## Part 1:

Data Preparation

In [1]:
import pandas as pd
import numpy as np
pd.set_option("display.max_rows", None, "display.max_columns", None)

#I want to look at the games sold in 2019 and then match it with the Steam reviews
#to see if the top selling games are in fact positively received by gamers.
#I will also do sentiment analysis on the reviews texts to see how positively gamers praised these games
#and what do gamers say about the worst games.

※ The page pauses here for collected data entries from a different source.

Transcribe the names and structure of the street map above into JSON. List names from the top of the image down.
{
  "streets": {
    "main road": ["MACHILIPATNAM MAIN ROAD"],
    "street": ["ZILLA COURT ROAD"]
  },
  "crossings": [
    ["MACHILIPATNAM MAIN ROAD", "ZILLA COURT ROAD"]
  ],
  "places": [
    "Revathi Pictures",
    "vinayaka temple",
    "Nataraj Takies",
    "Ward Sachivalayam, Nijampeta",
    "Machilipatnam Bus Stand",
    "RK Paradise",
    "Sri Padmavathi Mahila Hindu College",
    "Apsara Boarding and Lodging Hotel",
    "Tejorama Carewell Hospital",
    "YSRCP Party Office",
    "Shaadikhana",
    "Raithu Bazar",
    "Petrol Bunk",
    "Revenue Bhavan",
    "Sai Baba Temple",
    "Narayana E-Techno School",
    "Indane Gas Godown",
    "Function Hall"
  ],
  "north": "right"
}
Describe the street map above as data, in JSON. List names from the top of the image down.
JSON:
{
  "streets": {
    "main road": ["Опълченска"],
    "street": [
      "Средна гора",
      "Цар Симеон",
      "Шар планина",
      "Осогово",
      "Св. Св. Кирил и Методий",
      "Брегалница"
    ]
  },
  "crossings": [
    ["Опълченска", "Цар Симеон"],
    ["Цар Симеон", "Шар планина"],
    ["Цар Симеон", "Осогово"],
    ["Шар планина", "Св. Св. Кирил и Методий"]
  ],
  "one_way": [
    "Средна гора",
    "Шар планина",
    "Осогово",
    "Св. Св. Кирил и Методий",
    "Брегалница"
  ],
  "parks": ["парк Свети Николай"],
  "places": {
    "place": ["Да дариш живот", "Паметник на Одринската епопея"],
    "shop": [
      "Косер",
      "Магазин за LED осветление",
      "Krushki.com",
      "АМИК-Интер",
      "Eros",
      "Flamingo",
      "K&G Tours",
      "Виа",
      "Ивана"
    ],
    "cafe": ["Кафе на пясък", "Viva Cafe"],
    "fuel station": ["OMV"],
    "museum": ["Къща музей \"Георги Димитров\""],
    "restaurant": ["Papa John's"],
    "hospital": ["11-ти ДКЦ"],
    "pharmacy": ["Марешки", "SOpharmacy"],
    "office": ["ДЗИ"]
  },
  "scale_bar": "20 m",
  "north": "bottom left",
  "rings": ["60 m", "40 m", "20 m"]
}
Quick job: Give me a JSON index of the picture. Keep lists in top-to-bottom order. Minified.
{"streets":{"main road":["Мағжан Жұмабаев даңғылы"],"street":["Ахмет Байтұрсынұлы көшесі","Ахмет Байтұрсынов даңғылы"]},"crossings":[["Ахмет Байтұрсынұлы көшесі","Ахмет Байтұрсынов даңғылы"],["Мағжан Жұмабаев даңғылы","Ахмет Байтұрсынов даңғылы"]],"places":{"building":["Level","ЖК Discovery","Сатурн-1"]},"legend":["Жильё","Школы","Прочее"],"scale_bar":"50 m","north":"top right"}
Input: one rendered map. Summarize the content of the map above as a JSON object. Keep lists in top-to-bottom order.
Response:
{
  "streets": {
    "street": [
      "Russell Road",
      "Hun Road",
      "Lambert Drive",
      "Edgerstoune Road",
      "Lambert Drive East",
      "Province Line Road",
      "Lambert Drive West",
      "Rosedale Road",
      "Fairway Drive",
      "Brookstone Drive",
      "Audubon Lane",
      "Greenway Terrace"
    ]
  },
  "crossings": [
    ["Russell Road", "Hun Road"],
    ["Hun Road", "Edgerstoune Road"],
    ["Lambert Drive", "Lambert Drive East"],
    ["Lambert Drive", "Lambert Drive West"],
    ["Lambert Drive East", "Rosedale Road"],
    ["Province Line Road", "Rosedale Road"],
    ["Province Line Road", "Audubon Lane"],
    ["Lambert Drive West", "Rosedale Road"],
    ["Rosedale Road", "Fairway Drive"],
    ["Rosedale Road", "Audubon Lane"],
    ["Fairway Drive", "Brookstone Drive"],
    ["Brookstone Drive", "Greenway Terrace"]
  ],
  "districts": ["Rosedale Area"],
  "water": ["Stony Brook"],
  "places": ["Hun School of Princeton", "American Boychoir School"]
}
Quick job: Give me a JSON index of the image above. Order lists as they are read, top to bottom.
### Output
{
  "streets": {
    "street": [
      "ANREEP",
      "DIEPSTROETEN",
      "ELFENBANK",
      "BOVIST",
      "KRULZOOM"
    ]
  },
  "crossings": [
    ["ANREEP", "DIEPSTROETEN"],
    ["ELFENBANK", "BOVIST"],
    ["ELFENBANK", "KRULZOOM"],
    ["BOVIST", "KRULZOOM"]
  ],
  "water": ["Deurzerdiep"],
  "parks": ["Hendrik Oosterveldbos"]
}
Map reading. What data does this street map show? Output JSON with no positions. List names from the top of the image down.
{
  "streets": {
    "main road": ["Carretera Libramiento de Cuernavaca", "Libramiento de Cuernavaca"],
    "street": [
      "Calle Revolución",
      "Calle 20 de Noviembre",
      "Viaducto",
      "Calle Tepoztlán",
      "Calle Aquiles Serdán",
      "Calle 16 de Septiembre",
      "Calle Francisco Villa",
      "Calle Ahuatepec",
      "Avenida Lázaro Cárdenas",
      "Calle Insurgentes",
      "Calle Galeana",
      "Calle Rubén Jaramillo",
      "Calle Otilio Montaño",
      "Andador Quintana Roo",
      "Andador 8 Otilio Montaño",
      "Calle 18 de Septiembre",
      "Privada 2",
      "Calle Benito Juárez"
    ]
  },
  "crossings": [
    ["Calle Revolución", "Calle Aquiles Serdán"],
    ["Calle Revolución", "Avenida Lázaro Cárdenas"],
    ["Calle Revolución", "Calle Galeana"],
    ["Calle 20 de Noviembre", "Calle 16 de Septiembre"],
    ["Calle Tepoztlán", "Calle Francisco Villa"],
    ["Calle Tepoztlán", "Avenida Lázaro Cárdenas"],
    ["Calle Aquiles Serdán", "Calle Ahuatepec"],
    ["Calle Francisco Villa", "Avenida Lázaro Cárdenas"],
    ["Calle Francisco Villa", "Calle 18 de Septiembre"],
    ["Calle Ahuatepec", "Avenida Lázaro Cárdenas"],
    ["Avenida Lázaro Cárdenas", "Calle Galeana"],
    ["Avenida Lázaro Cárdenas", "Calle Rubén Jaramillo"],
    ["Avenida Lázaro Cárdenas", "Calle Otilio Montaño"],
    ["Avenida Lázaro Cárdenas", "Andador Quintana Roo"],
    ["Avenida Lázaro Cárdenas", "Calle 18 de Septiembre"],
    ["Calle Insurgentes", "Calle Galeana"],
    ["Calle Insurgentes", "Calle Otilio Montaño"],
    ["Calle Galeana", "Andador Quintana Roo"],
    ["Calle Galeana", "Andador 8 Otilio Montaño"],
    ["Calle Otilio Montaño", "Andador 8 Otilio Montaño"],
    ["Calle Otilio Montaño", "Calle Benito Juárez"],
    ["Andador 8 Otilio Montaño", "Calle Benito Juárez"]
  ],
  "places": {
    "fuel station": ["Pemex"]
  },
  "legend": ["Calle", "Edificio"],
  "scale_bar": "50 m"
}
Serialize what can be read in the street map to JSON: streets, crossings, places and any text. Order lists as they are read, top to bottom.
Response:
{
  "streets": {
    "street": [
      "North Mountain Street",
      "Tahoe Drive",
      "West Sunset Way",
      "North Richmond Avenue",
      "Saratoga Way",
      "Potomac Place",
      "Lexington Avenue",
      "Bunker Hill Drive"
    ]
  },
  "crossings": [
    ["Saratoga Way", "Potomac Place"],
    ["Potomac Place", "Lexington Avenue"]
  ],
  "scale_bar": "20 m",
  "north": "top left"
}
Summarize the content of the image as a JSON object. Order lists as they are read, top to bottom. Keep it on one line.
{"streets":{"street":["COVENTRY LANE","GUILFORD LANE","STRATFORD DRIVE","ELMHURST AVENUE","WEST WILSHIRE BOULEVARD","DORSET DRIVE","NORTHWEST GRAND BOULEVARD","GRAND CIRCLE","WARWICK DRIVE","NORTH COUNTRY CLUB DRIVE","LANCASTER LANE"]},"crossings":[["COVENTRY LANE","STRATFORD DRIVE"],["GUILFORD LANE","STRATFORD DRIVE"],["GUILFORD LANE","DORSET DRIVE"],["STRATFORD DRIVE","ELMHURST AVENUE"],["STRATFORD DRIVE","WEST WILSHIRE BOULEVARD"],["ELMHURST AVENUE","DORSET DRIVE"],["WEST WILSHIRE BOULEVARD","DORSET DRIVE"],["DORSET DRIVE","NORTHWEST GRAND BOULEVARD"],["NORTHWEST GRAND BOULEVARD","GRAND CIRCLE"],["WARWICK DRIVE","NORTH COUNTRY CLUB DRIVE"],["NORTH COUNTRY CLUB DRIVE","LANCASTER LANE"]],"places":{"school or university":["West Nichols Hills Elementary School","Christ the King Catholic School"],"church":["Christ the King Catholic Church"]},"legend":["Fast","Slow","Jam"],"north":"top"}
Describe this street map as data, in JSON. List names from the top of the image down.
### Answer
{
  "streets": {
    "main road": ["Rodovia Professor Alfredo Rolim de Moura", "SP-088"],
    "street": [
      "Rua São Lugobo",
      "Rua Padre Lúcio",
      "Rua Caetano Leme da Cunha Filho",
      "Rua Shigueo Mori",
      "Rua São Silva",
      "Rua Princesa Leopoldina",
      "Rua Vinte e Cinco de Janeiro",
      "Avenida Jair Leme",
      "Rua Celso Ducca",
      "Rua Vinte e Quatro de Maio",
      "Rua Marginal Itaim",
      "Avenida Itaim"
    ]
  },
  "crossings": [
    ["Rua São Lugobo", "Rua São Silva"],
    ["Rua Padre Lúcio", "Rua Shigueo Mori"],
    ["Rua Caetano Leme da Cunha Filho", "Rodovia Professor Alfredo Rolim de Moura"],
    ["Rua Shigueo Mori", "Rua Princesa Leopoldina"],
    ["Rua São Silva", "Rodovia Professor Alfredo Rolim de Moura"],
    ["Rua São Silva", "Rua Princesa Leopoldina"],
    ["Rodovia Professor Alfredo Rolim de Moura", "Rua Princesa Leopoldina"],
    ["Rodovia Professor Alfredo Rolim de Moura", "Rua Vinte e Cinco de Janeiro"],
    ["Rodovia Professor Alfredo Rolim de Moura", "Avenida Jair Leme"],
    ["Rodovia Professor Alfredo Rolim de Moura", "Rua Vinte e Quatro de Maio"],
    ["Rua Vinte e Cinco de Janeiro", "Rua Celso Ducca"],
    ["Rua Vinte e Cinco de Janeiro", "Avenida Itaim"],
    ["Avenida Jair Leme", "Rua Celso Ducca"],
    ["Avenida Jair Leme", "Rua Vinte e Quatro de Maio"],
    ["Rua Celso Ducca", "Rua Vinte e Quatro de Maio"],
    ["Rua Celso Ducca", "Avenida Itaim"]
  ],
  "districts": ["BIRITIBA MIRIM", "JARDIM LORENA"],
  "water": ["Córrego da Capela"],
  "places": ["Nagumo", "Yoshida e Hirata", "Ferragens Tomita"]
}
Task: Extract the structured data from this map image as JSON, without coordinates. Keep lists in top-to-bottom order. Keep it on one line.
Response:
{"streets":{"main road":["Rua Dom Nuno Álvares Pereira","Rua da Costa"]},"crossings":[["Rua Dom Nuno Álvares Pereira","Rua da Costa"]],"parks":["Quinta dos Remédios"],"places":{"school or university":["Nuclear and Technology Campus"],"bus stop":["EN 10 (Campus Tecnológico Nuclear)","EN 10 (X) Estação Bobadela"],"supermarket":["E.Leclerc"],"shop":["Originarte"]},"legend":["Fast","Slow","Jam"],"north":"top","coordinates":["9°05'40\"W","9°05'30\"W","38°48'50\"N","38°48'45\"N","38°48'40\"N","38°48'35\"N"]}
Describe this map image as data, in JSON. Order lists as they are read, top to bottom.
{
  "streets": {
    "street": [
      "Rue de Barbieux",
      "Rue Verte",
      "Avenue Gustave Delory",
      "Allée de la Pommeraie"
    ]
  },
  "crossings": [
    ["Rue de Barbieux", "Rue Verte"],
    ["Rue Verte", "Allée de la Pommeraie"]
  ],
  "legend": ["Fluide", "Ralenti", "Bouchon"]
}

game_sales= pd.read_csv('vgchartz-7_7_2020.csv')
#print(game_sales.head())
game_sales= game_sales.drop(columns=['Unnamed: 0', 'vg_score','img','na_sales','jp_sales','pal_sales','other_sales','last_update', 'publisher','developer','user_score','critic_score','total_shipped','total_sales','genre']).rename(columns={
                                                                                     'release_date':'release date'}).fillna(np.nan).replace(np.nan,'Data not available')
game_sales_pc= game_sales[game_sales['console']== 'PC'].reset_index().drop(columns='index')
game_sales_pc['title']= game_sales_pc['title'].str.lower().replace(u'(\N{COPYRIGHT SIGN}|\N{TRADE MARK SIGN}|\N{REGISTERED SIGN})','', regex=True)
game_sales_pc['title']= game_sales_pc['title'].replace("[^A-Za-z\s]*","", regex=True)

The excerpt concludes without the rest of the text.